Data listing:
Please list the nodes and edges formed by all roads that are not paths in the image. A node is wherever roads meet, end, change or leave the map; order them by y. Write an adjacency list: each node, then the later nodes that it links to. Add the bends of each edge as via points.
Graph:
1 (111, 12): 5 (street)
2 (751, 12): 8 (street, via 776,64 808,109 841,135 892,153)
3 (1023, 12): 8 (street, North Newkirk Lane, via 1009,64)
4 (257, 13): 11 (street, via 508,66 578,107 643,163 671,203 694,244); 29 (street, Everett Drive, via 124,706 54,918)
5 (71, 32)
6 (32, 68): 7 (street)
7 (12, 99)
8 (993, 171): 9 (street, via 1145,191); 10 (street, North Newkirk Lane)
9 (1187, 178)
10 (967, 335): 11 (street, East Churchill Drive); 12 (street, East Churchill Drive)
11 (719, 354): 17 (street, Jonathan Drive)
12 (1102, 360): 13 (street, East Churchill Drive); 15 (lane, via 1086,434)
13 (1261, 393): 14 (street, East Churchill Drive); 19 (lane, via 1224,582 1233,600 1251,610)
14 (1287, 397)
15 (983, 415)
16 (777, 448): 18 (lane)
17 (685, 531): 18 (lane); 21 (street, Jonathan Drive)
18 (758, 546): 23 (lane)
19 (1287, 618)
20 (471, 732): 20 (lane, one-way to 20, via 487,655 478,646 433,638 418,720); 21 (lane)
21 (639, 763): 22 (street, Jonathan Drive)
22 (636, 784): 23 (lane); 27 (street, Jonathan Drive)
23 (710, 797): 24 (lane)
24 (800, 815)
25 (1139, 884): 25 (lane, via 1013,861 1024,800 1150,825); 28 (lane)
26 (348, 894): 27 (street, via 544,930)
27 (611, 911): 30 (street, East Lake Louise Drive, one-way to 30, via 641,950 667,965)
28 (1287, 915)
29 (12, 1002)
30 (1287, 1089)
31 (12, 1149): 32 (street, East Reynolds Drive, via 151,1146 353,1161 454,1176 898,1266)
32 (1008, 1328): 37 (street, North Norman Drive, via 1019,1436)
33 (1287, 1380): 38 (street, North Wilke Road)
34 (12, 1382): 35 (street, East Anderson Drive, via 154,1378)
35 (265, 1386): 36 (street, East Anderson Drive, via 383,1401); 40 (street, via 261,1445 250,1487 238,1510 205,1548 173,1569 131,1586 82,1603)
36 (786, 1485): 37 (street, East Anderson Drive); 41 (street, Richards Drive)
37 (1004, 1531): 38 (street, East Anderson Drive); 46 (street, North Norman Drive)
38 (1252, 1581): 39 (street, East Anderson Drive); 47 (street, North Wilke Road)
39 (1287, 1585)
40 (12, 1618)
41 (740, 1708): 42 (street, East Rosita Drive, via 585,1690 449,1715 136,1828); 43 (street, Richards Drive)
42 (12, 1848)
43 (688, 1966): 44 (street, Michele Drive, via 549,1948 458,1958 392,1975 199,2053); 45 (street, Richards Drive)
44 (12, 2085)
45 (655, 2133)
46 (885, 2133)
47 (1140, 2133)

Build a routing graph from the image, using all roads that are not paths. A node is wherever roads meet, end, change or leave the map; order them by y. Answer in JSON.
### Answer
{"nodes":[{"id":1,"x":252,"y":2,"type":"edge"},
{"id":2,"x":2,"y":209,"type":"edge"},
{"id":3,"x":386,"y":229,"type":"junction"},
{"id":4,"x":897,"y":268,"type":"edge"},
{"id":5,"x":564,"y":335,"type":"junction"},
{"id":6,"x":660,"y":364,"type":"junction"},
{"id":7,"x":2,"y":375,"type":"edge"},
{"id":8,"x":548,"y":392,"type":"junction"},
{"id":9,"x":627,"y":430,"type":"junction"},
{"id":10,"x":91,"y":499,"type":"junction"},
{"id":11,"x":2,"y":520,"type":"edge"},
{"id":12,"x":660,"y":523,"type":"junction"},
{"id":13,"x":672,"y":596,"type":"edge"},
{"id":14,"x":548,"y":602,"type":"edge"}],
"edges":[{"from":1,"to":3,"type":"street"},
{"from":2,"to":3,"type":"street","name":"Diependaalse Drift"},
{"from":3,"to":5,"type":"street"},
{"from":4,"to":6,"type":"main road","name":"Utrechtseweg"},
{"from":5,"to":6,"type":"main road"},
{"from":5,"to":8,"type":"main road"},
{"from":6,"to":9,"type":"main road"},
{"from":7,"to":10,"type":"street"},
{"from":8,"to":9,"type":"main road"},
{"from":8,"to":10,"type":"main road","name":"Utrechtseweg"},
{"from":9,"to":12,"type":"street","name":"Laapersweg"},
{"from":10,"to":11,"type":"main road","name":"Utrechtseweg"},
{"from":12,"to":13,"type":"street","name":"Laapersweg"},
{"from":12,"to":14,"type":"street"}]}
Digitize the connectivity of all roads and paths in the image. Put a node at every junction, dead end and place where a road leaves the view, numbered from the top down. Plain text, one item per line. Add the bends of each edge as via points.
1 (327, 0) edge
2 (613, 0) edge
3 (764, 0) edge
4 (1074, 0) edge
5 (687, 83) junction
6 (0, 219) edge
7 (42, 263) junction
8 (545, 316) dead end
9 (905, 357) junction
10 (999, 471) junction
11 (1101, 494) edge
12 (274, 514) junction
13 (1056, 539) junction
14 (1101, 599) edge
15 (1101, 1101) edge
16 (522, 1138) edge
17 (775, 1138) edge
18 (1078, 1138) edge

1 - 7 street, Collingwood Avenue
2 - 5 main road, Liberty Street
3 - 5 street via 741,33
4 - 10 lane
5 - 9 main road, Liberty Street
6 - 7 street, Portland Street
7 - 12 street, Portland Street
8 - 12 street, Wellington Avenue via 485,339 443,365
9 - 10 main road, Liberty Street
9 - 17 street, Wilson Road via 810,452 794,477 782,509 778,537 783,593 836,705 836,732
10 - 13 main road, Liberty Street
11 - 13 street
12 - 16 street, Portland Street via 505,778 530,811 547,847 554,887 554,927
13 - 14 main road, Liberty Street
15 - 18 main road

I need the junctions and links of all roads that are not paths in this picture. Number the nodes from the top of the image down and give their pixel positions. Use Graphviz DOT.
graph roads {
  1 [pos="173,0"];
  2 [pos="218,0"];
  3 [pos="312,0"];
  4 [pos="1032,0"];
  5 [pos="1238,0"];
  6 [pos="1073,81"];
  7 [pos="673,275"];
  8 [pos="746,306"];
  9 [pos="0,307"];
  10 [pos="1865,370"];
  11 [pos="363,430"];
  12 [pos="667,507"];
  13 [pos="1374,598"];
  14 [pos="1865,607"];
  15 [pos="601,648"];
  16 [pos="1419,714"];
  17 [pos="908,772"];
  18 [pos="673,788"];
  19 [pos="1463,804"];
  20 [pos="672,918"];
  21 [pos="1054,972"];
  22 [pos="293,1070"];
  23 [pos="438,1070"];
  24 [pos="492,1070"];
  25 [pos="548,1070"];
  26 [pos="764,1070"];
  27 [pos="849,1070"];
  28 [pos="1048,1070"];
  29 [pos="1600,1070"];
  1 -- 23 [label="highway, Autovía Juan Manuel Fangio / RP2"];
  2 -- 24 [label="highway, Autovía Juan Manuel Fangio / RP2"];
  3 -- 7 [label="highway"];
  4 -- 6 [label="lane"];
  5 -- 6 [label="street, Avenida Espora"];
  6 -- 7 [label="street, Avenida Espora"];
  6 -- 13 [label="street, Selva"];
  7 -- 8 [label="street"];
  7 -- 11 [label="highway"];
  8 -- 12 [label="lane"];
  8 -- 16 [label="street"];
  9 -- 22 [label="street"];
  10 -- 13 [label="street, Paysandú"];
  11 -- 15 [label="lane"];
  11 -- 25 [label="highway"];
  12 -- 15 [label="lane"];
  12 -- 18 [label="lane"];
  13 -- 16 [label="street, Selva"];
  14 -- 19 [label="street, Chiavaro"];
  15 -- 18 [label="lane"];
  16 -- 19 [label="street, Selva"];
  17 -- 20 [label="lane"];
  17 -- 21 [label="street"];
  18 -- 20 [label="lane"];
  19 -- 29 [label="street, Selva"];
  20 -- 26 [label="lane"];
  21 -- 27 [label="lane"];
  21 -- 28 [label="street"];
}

What you need to do: Your job is to return all lines above that hold the word "Answer".

Result:
Build a routing graph from the image, using all roads that are not paths. A node is wherever roads meet, end, change or leave the map; order them by y. Answer in JSON.
### Answer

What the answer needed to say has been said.